Problem requirements: Return a copy of every line in the data below that contains "GINGER".

** Data provided follows **

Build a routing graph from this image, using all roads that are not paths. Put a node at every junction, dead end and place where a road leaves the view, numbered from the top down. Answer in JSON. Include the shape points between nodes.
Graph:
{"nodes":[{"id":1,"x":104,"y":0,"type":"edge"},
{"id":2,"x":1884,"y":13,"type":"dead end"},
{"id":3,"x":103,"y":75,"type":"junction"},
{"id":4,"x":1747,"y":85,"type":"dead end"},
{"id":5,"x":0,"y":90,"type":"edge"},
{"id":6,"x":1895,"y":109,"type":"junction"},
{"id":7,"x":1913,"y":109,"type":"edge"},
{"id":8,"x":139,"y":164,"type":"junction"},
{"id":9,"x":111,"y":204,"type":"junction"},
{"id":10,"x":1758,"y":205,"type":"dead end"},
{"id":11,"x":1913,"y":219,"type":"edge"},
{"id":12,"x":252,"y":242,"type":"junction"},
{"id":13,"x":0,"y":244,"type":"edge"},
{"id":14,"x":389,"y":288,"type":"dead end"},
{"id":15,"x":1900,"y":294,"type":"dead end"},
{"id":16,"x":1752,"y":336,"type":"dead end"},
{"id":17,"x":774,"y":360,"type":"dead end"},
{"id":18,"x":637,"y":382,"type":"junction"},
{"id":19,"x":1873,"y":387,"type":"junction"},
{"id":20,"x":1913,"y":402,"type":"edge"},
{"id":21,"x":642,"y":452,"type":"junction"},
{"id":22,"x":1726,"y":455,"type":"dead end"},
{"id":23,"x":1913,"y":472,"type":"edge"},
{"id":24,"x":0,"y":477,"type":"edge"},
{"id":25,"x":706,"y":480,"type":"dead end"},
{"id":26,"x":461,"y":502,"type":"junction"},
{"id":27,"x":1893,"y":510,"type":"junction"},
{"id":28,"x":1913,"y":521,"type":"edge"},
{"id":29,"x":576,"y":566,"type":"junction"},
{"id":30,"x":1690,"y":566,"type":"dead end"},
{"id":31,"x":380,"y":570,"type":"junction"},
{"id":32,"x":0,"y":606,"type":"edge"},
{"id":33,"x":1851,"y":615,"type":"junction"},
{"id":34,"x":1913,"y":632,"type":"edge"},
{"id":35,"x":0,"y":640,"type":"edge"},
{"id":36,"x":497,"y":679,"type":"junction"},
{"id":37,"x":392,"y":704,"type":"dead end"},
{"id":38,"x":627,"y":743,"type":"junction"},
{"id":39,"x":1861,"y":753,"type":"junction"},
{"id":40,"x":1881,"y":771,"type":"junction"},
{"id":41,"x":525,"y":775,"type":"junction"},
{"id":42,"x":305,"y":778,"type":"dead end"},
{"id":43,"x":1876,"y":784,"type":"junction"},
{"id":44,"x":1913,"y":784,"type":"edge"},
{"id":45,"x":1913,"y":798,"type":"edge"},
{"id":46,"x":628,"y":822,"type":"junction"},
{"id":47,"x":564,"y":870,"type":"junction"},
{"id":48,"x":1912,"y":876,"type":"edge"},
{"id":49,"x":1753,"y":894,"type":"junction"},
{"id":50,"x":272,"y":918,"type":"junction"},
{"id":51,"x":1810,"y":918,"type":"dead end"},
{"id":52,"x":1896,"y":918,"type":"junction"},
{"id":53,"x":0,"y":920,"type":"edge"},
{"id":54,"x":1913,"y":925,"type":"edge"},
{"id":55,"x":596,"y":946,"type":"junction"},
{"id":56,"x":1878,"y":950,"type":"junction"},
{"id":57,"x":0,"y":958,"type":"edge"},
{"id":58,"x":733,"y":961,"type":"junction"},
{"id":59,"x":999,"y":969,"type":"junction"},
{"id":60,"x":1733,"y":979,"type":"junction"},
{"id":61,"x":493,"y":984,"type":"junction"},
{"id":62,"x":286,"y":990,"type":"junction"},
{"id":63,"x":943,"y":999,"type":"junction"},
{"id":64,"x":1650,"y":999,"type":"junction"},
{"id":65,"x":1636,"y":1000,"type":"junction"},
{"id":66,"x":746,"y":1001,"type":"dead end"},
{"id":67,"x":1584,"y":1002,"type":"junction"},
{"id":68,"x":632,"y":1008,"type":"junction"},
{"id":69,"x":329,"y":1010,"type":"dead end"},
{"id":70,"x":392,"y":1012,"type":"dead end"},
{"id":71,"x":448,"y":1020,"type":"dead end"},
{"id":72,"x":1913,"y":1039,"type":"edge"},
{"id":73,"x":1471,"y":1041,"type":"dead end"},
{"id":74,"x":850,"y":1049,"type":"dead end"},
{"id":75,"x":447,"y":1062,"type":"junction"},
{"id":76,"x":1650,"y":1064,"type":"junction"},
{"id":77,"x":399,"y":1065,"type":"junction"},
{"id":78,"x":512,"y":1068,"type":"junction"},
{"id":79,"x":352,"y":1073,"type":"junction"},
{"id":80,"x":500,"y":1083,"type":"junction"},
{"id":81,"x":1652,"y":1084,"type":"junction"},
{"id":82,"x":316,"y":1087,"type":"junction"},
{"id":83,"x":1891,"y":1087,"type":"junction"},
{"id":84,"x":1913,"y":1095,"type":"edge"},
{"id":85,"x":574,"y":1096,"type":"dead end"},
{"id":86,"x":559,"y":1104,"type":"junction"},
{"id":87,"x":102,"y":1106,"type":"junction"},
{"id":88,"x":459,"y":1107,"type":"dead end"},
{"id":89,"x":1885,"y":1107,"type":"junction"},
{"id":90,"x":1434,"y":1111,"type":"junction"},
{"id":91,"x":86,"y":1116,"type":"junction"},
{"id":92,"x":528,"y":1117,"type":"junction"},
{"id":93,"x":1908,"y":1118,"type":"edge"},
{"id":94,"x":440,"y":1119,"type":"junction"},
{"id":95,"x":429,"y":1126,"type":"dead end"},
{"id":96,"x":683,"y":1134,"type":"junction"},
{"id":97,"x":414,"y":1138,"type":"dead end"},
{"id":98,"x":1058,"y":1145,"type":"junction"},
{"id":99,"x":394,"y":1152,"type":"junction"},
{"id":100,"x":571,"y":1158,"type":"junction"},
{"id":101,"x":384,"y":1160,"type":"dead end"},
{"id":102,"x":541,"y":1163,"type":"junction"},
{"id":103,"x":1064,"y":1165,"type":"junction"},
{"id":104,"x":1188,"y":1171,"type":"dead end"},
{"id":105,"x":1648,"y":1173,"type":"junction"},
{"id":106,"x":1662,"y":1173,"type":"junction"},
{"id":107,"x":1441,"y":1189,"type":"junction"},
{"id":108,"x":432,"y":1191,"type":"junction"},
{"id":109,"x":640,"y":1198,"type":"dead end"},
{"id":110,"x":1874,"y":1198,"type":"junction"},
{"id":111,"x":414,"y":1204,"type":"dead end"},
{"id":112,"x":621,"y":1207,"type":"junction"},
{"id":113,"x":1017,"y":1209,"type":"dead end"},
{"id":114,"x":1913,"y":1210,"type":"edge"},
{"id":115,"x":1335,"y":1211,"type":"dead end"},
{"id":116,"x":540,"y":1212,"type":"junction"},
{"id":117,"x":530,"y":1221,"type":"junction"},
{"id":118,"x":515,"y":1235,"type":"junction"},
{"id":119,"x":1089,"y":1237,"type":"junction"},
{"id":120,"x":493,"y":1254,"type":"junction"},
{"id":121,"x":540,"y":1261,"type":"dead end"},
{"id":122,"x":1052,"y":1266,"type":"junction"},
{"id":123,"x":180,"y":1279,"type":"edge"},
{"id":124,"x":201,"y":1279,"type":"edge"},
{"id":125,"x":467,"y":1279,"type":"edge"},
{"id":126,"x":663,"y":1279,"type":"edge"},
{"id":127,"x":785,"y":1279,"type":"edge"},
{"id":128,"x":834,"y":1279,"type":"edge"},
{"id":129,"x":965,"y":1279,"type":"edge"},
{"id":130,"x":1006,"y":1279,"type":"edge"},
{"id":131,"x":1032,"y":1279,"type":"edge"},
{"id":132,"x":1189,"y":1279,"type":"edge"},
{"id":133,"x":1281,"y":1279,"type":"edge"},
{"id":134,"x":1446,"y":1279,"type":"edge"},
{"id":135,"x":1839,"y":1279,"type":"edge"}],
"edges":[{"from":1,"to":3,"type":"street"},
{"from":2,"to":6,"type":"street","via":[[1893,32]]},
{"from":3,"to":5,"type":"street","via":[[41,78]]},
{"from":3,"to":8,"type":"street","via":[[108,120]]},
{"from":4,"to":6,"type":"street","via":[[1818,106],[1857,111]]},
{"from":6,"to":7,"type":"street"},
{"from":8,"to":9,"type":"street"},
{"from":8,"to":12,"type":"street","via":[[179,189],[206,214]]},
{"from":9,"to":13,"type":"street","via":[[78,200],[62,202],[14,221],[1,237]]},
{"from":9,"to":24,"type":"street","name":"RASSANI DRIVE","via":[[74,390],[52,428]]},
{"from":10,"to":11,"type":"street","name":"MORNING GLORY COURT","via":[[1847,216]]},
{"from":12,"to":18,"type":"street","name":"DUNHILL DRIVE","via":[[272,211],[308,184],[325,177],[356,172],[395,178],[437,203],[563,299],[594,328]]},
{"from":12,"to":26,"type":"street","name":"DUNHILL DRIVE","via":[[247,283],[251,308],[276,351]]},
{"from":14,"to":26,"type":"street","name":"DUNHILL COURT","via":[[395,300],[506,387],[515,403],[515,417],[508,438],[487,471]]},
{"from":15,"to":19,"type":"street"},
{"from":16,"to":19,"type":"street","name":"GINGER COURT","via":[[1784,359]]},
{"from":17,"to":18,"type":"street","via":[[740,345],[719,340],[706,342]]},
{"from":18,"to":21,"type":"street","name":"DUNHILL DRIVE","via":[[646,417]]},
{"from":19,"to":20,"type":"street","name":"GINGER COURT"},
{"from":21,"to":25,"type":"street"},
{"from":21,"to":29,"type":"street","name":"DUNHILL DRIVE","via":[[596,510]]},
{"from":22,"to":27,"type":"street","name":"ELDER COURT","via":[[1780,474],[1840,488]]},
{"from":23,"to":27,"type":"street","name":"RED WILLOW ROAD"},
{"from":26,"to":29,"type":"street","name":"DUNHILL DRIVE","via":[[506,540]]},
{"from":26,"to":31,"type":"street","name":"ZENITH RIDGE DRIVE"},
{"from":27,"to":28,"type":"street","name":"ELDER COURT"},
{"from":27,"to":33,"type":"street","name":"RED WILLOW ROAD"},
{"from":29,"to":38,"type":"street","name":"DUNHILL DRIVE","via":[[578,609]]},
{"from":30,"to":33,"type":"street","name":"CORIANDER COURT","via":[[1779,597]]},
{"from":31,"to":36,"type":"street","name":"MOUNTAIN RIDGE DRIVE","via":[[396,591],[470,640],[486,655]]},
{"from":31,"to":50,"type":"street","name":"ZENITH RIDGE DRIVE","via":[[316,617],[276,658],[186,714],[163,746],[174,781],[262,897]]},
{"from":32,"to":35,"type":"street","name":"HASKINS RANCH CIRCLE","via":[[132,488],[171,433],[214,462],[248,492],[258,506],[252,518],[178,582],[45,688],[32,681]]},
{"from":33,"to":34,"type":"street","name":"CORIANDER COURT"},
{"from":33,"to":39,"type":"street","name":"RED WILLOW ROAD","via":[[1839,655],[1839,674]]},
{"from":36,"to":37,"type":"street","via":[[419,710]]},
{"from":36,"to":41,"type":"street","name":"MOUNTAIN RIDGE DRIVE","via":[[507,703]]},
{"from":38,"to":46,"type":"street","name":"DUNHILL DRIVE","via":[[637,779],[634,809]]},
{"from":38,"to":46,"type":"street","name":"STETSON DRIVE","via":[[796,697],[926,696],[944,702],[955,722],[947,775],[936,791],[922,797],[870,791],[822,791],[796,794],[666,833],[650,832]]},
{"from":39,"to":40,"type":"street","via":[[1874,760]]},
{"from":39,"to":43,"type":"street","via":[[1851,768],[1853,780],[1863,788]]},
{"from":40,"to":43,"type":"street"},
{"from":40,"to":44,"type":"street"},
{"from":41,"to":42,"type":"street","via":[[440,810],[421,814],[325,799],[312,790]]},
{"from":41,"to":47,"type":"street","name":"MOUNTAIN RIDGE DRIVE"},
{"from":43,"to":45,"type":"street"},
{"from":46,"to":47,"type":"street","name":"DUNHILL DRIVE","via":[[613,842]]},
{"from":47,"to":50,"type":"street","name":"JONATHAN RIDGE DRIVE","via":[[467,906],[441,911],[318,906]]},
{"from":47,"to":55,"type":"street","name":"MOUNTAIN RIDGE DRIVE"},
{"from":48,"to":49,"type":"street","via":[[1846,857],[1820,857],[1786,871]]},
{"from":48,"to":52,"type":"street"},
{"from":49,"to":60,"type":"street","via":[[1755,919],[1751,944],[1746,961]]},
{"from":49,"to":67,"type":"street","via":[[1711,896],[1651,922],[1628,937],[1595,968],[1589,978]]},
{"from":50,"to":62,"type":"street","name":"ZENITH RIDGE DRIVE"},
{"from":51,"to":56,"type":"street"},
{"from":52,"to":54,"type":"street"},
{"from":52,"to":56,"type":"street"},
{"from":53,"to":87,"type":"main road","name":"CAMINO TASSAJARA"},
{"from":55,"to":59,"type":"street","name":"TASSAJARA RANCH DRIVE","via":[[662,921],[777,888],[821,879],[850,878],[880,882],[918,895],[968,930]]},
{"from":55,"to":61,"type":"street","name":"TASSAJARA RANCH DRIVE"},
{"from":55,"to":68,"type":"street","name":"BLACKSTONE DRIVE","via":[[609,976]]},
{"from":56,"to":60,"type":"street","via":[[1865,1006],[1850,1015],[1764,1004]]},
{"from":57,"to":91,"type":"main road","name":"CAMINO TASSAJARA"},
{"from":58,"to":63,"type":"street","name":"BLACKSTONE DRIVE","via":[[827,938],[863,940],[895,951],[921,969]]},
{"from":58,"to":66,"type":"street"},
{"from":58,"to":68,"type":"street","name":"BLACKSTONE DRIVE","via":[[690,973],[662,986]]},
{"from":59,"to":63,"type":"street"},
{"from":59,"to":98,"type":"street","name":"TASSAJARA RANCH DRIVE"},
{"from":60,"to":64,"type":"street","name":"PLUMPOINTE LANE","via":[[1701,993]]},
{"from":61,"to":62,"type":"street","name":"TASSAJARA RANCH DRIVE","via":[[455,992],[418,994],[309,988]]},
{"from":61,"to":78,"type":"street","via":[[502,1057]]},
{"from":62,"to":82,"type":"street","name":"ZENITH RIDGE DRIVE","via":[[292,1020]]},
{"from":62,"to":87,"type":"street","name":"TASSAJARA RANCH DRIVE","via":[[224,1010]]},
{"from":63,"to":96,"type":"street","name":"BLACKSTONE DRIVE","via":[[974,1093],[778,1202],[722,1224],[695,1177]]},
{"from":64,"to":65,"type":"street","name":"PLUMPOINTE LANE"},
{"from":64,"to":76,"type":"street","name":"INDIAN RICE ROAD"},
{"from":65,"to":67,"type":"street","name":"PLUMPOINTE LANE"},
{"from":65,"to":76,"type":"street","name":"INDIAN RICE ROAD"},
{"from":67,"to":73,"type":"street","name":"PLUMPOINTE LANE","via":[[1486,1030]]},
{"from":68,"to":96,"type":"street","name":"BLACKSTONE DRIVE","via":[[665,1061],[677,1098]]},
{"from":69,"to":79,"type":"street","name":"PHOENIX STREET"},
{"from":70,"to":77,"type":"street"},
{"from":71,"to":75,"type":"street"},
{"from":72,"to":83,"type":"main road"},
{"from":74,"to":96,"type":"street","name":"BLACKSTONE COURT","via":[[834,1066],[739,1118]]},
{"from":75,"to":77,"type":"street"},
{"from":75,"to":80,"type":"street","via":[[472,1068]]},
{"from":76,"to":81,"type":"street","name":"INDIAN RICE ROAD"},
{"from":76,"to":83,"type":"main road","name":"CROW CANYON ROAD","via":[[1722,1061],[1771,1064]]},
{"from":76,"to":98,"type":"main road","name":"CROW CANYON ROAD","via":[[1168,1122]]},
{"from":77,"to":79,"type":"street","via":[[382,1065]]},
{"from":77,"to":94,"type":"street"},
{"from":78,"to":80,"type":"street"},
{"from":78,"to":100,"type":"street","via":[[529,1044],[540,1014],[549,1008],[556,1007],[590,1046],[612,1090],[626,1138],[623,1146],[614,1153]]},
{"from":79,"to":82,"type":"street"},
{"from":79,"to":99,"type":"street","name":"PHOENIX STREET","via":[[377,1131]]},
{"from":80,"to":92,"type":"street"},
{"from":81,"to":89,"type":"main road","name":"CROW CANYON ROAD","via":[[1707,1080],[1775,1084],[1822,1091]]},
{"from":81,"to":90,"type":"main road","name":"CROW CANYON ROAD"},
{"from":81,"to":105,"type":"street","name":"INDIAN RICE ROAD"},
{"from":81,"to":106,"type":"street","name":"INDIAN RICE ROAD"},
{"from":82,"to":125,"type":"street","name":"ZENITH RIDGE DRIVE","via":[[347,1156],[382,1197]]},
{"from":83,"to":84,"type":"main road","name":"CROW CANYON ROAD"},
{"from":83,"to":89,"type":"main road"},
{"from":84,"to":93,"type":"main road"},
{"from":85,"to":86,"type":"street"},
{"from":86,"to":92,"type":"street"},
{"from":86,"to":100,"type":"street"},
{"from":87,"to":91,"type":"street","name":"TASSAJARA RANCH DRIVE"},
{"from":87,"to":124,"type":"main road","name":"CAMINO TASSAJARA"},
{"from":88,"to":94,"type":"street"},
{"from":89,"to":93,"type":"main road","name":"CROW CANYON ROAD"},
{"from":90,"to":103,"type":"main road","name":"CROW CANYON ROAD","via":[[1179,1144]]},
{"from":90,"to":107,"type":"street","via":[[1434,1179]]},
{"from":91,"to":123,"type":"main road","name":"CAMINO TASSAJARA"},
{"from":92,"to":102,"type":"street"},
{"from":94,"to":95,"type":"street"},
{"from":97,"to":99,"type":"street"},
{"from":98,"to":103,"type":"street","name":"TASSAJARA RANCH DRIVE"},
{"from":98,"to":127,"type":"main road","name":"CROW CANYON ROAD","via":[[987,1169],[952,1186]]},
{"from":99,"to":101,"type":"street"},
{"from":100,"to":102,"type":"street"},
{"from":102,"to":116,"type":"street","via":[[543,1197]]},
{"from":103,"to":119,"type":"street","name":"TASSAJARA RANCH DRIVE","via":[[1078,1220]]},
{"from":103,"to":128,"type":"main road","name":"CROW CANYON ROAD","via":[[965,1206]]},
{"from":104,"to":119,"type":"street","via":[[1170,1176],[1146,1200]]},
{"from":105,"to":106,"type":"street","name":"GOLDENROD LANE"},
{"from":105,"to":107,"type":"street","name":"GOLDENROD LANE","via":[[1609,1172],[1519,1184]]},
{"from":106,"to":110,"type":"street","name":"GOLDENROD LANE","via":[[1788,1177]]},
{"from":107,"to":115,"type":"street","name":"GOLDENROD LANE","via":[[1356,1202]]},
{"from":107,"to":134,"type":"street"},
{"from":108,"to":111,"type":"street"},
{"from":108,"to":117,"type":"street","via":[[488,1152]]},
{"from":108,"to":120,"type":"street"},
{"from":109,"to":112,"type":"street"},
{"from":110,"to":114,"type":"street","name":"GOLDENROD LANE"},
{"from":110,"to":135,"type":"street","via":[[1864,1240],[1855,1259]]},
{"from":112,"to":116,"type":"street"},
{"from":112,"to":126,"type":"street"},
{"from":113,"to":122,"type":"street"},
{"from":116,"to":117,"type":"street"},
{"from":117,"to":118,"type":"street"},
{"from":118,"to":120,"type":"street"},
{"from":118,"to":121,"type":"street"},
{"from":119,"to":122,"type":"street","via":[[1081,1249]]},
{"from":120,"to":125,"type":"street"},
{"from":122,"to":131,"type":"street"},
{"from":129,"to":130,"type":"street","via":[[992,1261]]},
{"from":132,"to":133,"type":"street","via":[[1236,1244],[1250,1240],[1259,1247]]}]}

** End of Data provided **

Exercise answer:
{"from":16,"to":19,"type":"street","name":"GINGER COURT","via":[[1784,359]]},
{"from":19,"to":20,"type":"street","name":"GINGER COURT"},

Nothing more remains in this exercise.